### Work required
Pick out each line of the records that includes the string "Areola", and copy it.

### Data in this exercise
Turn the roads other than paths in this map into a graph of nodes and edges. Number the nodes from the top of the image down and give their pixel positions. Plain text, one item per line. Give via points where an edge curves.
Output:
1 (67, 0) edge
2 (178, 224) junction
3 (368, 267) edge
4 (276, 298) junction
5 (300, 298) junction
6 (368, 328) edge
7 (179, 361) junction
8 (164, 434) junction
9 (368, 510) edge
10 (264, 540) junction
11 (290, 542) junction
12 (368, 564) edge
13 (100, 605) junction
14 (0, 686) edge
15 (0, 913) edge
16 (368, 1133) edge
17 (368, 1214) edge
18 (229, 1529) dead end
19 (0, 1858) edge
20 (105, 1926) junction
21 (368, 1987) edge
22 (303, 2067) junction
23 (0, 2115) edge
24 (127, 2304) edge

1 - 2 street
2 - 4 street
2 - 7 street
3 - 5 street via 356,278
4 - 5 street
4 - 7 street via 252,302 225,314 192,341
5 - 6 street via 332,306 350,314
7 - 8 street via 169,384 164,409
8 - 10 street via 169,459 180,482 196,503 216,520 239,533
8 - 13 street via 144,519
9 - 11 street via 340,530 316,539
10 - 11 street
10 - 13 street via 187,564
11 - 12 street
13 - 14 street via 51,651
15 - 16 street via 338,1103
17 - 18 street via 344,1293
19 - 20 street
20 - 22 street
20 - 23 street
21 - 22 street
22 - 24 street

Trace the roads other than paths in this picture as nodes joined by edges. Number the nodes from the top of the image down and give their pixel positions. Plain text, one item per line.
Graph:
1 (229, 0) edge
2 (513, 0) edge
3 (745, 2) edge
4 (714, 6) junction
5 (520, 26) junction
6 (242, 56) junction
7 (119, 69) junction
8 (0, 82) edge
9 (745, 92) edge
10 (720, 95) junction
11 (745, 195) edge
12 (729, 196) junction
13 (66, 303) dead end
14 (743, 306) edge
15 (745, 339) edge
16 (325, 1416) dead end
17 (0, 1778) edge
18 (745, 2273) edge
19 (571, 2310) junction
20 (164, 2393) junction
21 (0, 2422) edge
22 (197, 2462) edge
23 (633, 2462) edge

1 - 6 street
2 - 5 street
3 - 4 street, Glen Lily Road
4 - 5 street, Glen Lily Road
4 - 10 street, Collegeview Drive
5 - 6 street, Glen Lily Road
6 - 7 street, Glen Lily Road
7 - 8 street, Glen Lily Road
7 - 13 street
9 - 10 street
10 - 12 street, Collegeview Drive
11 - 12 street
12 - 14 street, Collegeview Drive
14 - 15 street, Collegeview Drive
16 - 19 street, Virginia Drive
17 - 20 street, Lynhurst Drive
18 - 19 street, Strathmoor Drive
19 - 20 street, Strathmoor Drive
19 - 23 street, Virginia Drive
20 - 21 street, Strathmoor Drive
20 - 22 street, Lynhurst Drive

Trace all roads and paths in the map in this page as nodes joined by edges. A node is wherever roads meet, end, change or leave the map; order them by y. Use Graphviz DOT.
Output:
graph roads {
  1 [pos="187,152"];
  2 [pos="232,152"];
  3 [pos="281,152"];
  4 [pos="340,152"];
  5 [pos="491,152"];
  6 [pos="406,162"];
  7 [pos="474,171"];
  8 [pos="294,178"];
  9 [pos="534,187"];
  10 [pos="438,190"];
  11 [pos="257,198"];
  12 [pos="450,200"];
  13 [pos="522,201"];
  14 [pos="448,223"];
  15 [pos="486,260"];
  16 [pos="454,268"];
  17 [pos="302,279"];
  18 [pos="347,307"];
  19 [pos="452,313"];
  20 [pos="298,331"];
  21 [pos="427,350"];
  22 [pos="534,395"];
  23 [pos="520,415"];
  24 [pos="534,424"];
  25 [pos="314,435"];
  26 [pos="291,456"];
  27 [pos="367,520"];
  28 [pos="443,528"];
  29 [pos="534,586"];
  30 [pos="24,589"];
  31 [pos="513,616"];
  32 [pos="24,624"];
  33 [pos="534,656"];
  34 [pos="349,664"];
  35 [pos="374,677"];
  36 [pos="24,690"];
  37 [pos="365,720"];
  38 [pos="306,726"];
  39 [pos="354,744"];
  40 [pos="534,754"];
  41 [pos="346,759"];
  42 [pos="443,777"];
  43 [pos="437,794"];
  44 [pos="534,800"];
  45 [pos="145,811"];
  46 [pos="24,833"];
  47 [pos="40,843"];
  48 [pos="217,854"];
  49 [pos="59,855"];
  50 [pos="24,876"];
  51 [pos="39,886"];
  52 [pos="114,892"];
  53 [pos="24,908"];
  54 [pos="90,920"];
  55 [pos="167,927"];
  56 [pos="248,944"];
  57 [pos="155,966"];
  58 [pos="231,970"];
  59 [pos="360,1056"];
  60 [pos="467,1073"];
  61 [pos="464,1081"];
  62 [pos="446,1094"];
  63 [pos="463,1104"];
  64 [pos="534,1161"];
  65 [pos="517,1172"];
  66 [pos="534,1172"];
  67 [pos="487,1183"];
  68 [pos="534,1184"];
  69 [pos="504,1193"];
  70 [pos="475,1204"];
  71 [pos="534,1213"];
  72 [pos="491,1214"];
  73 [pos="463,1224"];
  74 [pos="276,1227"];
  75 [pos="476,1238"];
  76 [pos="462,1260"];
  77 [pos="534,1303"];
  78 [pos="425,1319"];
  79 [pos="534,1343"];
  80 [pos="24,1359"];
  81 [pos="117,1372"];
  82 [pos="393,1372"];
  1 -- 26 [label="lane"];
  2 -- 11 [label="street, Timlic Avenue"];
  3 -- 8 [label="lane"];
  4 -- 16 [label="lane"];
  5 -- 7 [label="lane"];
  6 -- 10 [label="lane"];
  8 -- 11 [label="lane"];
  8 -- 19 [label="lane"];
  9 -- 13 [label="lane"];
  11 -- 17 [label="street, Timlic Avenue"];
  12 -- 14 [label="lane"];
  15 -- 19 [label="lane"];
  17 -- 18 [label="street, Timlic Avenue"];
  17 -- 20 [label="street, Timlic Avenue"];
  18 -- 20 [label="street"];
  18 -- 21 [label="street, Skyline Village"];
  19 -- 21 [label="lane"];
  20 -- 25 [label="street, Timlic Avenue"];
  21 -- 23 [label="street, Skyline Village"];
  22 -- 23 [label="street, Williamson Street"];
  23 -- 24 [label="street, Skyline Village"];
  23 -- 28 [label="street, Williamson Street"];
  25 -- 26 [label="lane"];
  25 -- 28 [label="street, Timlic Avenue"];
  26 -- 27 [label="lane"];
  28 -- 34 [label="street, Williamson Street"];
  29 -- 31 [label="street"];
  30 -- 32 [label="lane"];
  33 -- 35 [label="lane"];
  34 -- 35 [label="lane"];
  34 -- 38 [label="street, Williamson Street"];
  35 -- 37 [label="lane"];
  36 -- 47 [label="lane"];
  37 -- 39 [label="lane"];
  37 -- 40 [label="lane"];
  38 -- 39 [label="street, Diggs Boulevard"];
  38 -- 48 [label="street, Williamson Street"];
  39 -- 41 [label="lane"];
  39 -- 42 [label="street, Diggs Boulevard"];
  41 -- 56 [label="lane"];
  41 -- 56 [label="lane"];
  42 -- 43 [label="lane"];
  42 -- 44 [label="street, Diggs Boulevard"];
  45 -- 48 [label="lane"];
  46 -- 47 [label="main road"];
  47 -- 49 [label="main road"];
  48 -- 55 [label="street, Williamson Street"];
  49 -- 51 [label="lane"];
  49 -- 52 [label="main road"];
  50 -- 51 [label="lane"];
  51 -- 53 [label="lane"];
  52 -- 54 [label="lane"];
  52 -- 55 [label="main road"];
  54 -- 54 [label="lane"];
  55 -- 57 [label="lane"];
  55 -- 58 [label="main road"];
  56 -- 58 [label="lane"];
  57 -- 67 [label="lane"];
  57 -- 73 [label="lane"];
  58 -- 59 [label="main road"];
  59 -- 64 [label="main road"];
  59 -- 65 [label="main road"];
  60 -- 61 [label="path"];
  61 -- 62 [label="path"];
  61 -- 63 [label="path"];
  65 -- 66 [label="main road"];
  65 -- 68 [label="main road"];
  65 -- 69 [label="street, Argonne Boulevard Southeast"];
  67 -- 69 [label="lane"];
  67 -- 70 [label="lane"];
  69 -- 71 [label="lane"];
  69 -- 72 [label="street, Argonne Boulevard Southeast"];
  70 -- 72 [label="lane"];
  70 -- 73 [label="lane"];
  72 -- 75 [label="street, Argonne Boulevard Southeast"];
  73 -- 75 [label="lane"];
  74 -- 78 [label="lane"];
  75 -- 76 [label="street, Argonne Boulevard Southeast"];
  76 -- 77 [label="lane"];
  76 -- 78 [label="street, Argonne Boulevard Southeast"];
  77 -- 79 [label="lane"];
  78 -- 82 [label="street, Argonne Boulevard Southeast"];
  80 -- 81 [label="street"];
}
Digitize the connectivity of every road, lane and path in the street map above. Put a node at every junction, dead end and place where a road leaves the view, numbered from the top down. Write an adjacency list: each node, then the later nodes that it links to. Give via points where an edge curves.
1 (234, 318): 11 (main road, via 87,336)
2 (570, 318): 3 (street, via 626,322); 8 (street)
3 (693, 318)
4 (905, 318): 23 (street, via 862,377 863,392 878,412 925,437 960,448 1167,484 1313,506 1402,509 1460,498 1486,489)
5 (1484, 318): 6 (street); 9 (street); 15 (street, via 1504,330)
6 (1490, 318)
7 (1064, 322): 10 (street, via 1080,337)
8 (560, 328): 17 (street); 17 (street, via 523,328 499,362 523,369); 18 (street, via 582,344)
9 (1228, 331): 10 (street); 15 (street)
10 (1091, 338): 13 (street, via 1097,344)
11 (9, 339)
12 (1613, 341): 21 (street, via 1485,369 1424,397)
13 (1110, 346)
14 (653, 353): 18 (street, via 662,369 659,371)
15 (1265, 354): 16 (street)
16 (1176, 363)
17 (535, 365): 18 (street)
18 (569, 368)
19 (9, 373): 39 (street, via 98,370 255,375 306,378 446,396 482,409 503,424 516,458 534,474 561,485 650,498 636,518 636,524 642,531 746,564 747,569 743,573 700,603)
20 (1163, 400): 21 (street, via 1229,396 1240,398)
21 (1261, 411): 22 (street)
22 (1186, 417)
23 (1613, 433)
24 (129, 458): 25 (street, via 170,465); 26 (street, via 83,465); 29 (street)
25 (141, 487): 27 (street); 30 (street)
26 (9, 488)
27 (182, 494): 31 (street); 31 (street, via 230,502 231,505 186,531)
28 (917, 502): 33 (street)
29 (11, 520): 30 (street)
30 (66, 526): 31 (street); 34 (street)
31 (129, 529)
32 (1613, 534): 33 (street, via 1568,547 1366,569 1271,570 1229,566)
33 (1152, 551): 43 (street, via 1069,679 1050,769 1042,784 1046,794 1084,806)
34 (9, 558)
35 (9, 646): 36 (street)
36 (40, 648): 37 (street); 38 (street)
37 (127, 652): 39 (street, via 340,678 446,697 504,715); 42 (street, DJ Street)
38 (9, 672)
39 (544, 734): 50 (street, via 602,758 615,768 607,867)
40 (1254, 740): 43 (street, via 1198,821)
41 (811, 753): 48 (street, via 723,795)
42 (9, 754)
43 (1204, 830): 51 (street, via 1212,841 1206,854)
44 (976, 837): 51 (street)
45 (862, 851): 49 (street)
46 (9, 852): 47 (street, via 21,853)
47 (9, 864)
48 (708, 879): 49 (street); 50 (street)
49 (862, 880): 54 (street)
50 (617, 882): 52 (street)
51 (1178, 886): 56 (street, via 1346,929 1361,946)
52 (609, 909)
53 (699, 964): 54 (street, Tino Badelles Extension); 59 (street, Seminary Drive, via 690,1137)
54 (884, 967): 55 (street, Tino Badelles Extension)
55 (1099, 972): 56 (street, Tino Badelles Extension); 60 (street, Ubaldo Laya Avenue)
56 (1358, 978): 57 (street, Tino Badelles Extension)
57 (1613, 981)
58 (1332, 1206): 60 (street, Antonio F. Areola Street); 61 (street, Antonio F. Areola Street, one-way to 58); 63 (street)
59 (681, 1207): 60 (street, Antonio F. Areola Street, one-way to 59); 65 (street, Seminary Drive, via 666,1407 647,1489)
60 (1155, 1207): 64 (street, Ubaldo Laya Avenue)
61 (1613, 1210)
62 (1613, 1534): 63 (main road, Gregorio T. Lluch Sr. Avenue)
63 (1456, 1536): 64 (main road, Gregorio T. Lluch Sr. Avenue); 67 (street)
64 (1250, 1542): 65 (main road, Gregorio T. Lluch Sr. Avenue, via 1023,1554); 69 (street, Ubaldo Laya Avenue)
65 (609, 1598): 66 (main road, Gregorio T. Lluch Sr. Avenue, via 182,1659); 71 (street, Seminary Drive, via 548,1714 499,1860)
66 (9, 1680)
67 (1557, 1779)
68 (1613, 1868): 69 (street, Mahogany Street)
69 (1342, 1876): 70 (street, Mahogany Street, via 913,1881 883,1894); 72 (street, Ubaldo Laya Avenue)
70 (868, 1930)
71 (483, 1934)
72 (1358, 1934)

### The completed task
58 (1332, 1206): 60 (street, Antonio F. Areola Street); 61 (street, Antonio F. Areola Street, one-way to 58); 63 (street)
59 (681, 1207): 60 (street, Antonio F. Areola Street, one-way to 59); 65 (street, Seminary Drive, via 666,1407 647,1489)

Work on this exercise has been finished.